Differential Diagnosis of Pancreatic Endocrine Carcinoma

Pancreatic endocrine carcinomas, also known as pancreatic neuroendocrine tumors (PNETs), are a type of cancer that originates from the endocrine cells of the pancreas. The differential diagnosis of PNETs involves distinguishing them from other types of pancreatic lesions.

Key Points to Consider:

• Vascularization patterns: Contrast-enhanced CT and MRI can help differentiate between benign and malignant lesions based on characteristic vascularization patterns [1, 2].
• Tumor margin and location: The differential diagnosis of PNETs and pancreatic ductal adenocarcinomas (PDACs) is usually easy due to the differences in tumor margin, vascularization pattern, and pancreatic duct involvement [3].
• Age and gender: Age in combination with gender is a valuable parameter in differential diagnosis of solid pseudopapillary tumors and PNETs [4].
• Imaging features: Imaging features such as tumor size, location, and vascularization can help differentiate between PNETs and other pancreatic lesions [5].

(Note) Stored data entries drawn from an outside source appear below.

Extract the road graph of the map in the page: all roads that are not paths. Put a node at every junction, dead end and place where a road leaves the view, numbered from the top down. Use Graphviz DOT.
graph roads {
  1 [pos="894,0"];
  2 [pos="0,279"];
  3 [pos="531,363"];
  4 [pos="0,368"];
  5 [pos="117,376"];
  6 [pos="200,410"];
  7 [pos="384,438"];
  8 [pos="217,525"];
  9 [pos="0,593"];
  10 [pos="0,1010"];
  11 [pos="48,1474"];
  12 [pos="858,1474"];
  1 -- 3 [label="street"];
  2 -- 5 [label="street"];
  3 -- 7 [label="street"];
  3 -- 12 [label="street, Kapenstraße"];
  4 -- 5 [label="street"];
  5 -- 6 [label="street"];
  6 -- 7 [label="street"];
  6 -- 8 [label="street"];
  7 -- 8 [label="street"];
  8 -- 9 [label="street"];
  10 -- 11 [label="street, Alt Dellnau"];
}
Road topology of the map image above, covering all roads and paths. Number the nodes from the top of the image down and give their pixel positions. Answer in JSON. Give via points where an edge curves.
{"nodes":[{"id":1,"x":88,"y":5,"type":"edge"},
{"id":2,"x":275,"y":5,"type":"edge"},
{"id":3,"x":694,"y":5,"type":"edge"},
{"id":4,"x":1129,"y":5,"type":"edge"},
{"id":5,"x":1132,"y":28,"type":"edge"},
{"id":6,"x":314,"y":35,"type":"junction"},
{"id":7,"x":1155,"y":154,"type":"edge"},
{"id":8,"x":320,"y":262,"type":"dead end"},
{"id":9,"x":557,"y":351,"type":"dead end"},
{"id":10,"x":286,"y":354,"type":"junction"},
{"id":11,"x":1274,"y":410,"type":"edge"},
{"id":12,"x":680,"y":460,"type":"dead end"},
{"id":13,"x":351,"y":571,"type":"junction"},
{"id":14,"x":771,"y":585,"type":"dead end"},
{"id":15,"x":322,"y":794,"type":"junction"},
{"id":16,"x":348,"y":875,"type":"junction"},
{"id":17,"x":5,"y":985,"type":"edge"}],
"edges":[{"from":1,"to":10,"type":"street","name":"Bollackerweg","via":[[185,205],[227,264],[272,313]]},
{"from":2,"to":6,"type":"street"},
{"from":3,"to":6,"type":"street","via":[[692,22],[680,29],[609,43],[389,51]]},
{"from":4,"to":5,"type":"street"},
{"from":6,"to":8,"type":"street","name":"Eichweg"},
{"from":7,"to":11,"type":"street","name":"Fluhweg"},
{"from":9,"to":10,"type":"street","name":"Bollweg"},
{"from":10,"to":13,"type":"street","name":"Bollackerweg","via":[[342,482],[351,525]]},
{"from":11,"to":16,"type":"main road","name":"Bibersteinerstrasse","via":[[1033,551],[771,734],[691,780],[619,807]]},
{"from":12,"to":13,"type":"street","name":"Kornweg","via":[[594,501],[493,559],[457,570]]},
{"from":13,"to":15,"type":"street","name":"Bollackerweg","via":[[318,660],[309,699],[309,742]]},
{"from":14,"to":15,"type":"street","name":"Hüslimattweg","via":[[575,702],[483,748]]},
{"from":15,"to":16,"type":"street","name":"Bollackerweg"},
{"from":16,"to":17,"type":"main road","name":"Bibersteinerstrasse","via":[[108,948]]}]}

Entities to Consider in Differential Diagnosis:

• Pancreatic ductal adenocarcinoma (PDAC): The most important entity in the differential diagnosis of pancreatic adenocarcinoma is chronic pancreatitis (CP) [6].
• Chronic pancreatitis (CP): Patients with CP frequently present with recurrent abdominal pain, which can mimic symptoms of PNETs [7].

Other Considerations:

• Pancreatic metastases: Pancreatic metastases from renal cell carcinoma, melanoma, and sarcoma may often appear as hypervascular masses resembling PNETs [8].
• Well-differentiated neuroendocrine tumors (WDNETs): Diffuse, strong SSTR expression supports a diagnosis of WDNET, while PDNEC often shows limited or negative expression [9].

References:

[1] C Guo · 2017 · Cited by 20 [2] B Xiao · 2019 · Cited by 6 [3] L Khanna · 2020 · Cited by 110 [4] SS Kim · 2018 · Cited by 4 [5] Z Yang · 2022 · Cited by 1 [6] Lewis RB, Lattin GE Jr, Paal E. Pancreatic endocrine tumors: radiologic-clinicopathologic ... [7] Approximately three quarters of PCs arise in the head of the pancreas, 17%-26% in the body and tail and the remaining 5%-8% in multiple pancreatic locations [10]. [8] The most important entity in the differential diagnosis of pancreatic adenocarcinoma is CP. Patients with CP frequently present with recurrent abdominal pain [6]. [9] DIFFERENTIAL DIAGNOSIS. The differential diagnosis for panNEN includes other hypervascular pancreatic lesions [8].